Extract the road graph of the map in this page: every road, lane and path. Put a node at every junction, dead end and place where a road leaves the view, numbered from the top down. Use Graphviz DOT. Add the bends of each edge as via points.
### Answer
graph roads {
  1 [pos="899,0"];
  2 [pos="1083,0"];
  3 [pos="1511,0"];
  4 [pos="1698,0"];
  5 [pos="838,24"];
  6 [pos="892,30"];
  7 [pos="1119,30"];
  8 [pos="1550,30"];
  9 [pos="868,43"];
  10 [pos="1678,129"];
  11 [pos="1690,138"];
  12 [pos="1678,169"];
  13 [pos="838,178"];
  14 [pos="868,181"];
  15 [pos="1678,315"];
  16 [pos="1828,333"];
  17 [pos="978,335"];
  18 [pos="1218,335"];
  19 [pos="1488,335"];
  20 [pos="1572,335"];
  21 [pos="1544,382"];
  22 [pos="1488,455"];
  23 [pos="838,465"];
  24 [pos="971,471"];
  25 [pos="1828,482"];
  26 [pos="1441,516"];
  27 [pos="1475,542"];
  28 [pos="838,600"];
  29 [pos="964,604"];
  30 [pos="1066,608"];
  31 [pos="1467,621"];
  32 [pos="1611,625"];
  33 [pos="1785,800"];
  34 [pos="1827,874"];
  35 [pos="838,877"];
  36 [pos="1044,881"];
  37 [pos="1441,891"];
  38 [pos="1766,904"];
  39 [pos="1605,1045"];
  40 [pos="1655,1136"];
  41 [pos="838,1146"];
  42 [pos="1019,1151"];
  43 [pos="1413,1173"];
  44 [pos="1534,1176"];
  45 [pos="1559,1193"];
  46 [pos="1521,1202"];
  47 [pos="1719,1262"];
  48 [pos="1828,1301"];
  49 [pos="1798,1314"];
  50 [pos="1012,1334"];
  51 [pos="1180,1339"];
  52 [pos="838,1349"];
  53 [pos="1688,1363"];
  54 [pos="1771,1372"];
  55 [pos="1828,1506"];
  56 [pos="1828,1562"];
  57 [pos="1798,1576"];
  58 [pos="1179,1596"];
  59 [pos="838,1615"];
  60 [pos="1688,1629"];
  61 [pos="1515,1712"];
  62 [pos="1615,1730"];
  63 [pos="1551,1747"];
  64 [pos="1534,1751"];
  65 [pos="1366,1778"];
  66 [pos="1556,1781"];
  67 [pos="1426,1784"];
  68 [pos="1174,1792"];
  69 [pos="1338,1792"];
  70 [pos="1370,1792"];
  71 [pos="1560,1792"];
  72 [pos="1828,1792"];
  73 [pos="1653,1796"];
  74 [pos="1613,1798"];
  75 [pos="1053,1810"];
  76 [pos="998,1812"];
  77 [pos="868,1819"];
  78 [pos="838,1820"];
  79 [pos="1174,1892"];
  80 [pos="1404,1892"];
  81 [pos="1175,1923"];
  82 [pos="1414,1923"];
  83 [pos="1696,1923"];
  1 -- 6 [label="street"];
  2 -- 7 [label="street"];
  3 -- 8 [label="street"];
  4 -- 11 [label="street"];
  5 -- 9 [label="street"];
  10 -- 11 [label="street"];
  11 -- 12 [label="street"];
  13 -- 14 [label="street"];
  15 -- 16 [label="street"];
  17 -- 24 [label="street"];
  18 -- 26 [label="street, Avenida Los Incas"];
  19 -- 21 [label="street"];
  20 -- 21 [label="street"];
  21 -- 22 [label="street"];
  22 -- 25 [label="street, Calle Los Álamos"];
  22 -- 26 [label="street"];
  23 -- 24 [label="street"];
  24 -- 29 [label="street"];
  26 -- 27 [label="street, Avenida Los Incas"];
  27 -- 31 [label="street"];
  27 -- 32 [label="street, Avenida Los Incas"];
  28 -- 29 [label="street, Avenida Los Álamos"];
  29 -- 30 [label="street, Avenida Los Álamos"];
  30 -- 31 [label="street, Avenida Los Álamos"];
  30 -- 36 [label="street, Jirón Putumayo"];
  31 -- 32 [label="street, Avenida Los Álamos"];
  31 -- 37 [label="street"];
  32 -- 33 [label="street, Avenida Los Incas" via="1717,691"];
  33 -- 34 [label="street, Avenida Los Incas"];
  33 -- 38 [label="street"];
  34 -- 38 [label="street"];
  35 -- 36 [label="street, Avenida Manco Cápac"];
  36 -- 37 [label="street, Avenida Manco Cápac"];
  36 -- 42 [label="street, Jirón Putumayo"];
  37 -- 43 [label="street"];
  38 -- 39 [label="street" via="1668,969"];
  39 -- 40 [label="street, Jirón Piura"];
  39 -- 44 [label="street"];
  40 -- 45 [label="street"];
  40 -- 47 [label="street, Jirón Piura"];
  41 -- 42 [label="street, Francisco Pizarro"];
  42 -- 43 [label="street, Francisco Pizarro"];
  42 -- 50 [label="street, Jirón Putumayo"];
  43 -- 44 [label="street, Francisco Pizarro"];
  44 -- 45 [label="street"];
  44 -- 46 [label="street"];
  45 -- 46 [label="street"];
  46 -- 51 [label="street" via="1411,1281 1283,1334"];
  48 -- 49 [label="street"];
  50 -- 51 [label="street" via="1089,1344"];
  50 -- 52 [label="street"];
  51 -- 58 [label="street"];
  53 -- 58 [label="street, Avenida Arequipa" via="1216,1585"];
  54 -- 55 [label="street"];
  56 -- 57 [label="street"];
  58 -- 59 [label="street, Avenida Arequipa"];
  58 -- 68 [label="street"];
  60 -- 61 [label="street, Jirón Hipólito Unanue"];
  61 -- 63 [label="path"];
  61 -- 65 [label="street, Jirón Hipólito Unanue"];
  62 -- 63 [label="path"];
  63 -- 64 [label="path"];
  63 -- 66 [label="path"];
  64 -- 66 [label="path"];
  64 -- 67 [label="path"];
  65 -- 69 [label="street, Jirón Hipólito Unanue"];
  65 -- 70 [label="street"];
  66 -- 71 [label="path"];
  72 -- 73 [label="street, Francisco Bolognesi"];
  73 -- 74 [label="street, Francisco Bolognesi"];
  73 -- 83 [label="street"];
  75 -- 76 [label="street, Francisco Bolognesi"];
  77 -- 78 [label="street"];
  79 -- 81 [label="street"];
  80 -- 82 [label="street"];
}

= = = = = = =

Search term "Jirón": count the lines of the listing in which it appears, and give the number with nothing further.

8